The Hoppin Formation named for Hoppin Hill in North Attleborough, Massachusetts, contains Early Cambrian fossils associated with the explosion of multi-cellular life, beginning 539 million years ago at the start of the Phanerozoic Eon. 
The bottom rock units of the formation are arkose quartzite, conglomerate and sandstone. The quartzite lies on top and was sourced from the underlying Dedham Granite. Upper units in the formation include green and red slate shale, calcareous nodules and layers of red, argillite limestone.

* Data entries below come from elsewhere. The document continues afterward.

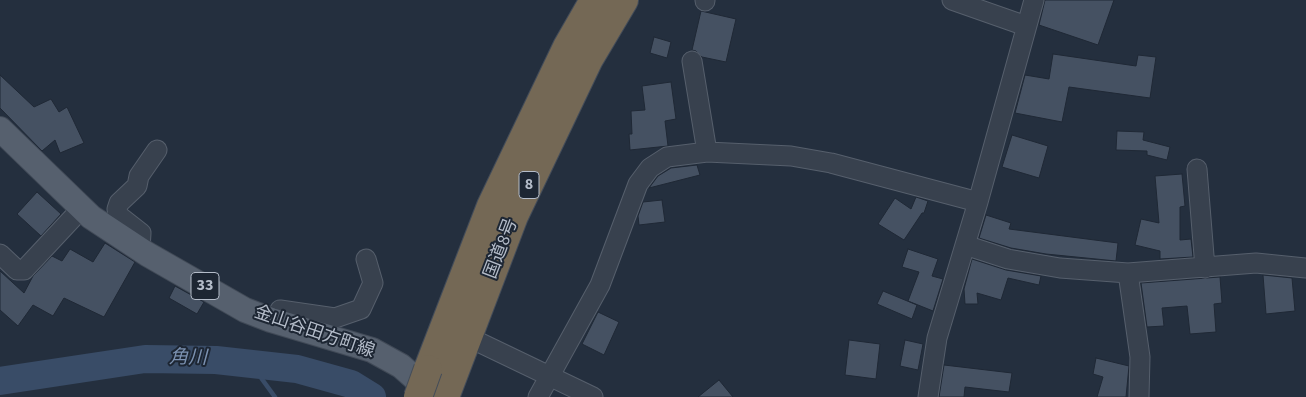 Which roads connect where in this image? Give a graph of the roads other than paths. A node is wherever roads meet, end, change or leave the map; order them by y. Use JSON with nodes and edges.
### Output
{"nodes":[{"id":1,"x":594,"y":0,"type":"edge"},
{"id":2,"x":624,"y":0,"type":"edge"},
{"id":3,"x":952,"y":0,"type":"edge"},
{"id":4,"x":1034,"y":0,"type":"edge"},
{"id":5,"x":1026,"y":26,"type":"junction"},
{"id":6,"x":692,"y":61,"type":"dead end"},
{"id":7,"x":0,"y":129,"type":"edge"},
{"id":8,"x":157,"y":150,"type":"dead end"},
{"id":9,"x":707,"y":152,"type":"junction"},
{"id":10,"x":1197,"y":169,"type":"dead end"},
{"id":11,"x":978,"y":202,"type":"junction"},
{"id":12,"x":82,"y":208,"type":"junction"},
{"id":13,"x":965,"y":245,"type":"junction"},
{"id":14,"x":140,"y":249,"type":"junction"},
{"id":15,"x":0,"y":254,"type":"edge"},
{"id":16,"x":366,"y":259,"type":"dead end"},
{"id":17,"x":1205,"y":268,"type":"junction"},
{"id":18,"x":1306,"y":268,"type":"edge"},
{"id":19,"x":1128,"y":273,"type":"junction"},
{"id":20,"x":275,"y":322,"type":"junction"},
{"id":21,"x":468,"y":337,"type":"junction"},
{"id":22,"x":548,"y":377,"type":"junction"},
{"id":23,"x":440,"y":385,"type":"edge"},
{"id":24,"x":418,"y":397,"type":"edge"},
{"id":25,"x":538,"y":397,"type":"edge"},
{"id":26,"x":593,"y":397,"type":"edge"},
{"id":27,"x":928,"y":397,"type":"edge"},
{"id":28,"x":1139,"y":397,"type":"edge"}],
"edges":[{"from":1,"to":23,"type":"highway","name":"国道8号","number":"8"},
{"from":2,"to":21,"type":"highway","name":"国道8号","number":"8"},
{"from":3,"to":5,"type":"street"},
{"from":4,"to":5,"type":"street"},
{"from":5,"to":11,"type":"street"},
{"from":6,"to":9,"type":"street"},
{"from":7,"to":12,"type":"main road","name":"金山谷田方町線","number":"33"},
{"from":8,"to":14,"type":"street"},
{"from":9,"to":11,"type":"street"},
{"from":9,"to":22,"type":"street"},
{"from":10,"to":17,"type":"street"},
{"from":11,"to":13,"type":"street"},
{"from":12,"to":14,"type":"main road","name":"金山谷田方町線","number":"33"},
{"from":12,"to":15,"type":"street"},
{"from":13,"to":19,"type":"street"},
{"from":13,"to":27,"type":"street"},
{"from":14,"to":20,"type":"main road","name":"金山谷田方町線","number":"33"},
{"from":16,"to":20,"type":"street"},
{"from":17,"to":18,"type":"street"},
{"from":17,"to":19,"type":"street"},
{"from":19,"to":28,"type":"street"},
{"from":20,"to":23,"type":"main road","name":"金山谷田方町線","number":"33"},
{"from":21,"to":22,"type":"street"},
{"from":21,"to":23,"type":"highway","name":"国道8号","number":"8"},
{"from":22,"to":25,"type":"street"},
{"from":22,"to":26,"type":"street"},
{"from":23,"to":24,"type":"highway","name":"国道8号","number":"8","bridge":true}]}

The Hoppin Formation contains fossil trilobites, hyolithids and volborthellids. It is capped off by non-fossiliferous red and green slate, 186 meters thick, followed by an angular unconformity with the younger Early Pennsylvanian Pondville Conglomerate. 

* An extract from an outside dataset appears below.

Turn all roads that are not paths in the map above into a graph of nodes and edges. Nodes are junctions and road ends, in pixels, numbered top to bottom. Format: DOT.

In total, a 244-meter thickness of the formation is exposed. In 1969, Boston College geologist, James Skehan, proposed that the unit might be related to the Manuels Brook section in southeastern Newfoundland.

Paleoenvironment
The Hoppin Hill Formation records a marine transgression and a near-shore shelf environment on top of Paleozoic granites and matches up with the Weymouth Formation, near Boston.

Other outcrops
In addition to the namesake exposure at Hoppin Hill, limestone and slate belonging to the formation are exposed beneath a power line, east of Cumberland Street and immediately north of the Rhode Island state line in Wrentham.